【12月13日 AFP】大阪府吹田市の国立循環器病研究センター(National Cerebral and Cardiovascular Centre、国循)が、ダチョウの血管から作った人工血管を使いブタのバイパス手術に成功したことで、人間の冠動脈バイパス手術にも応用できるかもしれないとの期待が高まっている。

 同センターの研究チームは、ダチョウの長い首から摘出した血管を使い、最長30センチ、内径わずか2ミリの人工血管を作ることに成功した。従来のバイパス手術では、亡くなったドナー(臓器提供者)や死んだ動物の体から摘出した血管や、合成繊維や合成樹脂を使って作った人工血管が用いられているが、血液の凝固を防ぐためには、少なくともこの2倍の内径が必要とされている。

 同センター生体医工学部の山岡哲二(Tetsuji Yamaoka)部長によると、ダチョウから取り出された頸動脈には、凝固を防ぐため分子配列にナノ単位の精密な加工が施された。ダチョウからは細く長い血管を安定的に供給でき、人工血管の作成に適しているという。
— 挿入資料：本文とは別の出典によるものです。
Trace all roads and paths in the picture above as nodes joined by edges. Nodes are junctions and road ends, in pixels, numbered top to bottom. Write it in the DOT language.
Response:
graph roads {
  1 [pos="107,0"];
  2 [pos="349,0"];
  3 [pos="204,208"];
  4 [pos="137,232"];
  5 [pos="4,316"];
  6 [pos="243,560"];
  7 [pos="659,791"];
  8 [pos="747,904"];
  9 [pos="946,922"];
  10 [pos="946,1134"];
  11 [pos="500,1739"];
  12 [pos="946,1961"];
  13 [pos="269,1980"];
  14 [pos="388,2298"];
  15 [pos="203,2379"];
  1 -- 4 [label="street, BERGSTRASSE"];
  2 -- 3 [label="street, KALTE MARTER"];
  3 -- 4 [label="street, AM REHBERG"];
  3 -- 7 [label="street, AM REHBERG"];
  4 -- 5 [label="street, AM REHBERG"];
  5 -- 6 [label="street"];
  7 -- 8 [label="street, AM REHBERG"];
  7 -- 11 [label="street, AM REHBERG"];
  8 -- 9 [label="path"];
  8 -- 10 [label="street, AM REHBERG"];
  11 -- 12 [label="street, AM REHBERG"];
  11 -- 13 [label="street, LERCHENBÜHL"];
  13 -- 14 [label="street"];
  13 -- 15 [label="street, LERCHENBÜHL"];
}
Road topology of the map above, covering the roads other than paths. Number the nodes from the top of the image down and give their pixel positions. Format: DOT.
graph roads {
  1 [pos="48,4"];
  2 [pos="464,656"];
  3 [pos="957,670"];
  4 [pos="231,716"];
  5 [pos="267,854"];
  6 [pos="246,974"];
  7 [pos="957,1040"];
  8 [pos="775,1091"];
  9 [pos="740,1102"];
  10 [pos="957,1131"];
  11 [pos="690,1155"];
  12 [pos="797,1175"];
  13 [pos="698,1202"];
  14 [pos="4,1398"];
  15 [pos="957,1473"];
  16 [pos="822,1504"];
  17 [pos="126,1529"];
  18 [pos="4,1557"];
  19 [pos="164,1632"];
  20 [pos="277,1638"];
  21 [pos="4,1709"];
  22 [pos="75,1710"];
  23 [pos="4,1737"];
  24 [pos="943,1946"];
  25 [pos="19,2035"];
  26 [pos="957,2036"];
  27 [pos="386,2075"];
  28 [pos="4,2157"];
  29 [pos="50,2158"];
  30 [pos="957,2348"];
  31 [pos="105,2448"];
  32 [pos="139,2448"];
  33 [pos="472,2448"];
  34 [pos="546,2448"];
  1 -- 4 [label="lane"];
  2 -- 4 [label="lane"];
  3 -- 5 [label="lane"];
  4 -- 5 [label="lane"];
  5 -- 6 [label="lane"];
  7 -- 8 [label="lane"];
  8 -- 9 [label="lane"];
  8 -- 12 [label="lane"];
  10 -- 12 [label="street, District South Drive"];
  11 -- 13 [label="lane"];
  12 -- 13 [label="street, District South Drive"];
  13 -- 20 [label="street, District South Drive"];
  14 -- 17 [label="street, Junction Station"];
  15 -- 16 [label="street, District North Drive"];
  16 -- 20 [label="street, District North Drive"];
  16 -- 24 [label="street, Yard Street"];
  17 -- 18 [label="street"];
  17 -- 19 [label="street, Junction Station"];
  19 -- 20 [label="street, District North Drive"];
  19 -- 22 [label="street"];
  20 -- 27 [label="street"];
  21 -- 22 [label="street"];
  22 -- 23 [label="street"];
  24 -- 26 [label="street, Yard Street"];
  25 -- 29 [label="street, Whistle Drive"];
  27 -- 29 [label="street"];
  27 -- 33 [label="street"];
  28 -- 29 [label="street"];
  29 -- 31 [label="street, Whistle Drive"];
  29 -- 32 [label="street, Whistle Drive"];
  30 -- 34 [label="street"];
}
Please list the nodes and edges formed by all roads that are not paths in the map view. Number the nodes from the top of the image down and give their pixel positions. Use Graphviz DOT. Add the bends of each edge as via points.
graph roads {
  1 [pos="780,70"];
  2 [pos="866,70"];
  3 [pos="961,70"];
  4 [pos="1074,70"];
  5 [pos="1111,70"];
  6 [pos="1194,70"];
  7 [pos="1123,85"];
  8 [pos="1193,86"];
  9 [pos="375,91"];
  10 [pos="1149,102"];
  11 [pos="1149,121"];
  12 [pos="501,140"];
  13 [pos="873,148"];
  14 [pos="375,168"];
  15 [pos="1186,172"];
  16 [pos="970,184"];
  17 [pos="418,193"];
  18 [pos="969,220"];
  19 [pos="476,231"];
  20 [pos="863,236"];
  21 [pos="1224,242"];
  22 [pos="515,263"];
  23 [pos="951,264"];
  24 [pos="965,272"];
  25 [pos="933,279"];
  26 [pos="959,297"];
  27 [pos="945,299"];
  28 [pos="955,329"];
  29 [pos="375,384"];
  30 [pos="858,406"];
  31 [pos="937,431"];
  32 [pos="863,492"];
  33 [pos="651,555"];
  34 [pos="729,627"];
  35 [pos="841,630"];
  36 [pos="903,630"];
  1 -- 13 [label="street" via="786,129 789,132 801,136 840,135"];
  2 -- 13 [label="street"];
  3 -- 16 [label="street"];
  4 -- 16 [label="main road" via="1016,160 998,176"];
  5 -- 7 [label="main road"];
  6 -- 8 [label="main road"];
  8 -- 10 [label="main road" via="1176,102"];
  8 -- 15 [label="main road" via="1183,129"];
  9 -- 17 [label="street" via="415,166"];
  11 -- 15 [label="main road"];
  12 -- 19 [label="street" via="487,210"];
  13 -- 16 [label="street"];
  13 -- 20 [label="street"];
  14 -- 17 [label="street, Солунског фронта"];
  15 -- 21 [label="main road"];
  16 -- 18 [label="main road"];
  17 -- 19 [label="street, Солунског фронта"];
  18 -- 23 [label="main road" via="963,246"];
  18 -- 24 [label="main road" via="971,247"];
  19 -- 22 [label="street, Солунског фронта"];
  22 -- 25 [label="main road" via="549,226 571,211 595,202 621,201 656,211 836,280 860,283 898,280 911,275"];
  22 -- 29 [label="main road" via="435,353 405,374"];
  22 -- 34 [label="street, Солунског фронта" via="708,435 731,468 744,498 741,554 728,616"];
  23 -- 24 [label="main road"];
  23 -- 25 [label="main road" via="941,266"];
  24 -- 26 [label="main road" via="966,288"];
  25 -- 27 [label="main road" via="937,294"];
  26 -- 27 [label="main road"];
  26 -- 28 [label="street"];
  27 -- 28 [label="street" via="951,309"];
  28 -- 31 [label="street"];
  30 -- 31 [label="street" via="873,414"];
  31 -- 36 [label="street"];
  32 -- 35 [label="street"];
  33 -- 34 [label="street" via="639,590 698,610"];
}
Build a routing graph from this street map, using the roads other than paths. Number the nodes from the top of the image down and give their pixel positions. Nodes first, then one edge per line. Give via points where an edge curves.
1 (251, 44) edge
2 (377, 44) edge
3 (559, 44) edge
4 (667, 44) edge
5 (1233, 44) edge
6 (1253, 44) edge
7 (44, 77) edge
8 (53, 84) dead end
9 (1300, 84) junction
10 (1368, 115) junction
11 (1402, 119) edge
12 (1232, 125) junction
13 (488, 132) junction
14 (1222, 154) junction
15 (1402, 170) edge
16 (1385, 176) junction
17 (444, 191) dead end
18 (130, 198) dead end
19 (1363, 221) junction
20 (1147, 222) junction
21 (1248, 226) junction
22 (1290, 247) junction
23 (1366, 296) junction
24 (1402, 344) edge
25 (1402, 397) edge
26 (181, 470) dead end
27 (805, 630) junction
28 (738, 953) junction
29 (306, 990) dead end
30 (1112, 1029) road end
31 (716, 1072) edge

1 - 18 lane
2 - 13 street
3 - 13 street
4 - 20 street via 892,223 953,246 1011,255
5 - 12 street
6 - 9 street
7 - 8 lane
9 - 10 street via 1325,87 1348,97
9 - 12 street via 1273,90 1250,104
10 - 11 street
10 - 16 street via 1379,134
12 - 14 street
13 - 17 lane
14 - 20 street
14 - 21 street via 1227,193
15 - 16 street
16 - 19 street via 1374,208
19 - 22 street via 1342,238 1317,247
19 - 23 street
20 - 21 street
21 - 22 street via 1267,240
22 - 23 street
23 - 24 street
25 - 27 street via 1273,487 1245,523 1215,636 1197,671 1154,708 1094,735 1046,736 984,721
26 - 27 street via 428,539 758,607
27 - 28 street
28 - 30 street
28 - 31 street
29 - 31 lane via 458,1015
 研究チームはこの人工血管を使い、左脚と右脚の動脈をつなぐ大腿動脈バイパス手術をミニブタ5匹に施した。山岡部長が先週語ったところによると、移植後のブタの体内では抗凝固剤を使わなくても、血液が人工血管をスムーズに流れていることが確認された。これは、細く長い人工血管を用いた動物のバイパス手術に成功した世界で初めての例だという。

 山岡部長によると、短い人工血管を使ったバイパス手術には、ラットなどの小型動物を対象とした成功例がこれまでにもあったが、人間の心臓バイパス手術に必要な血管の長さは最低でも10センチ、脚の手術には20センチ必要だという。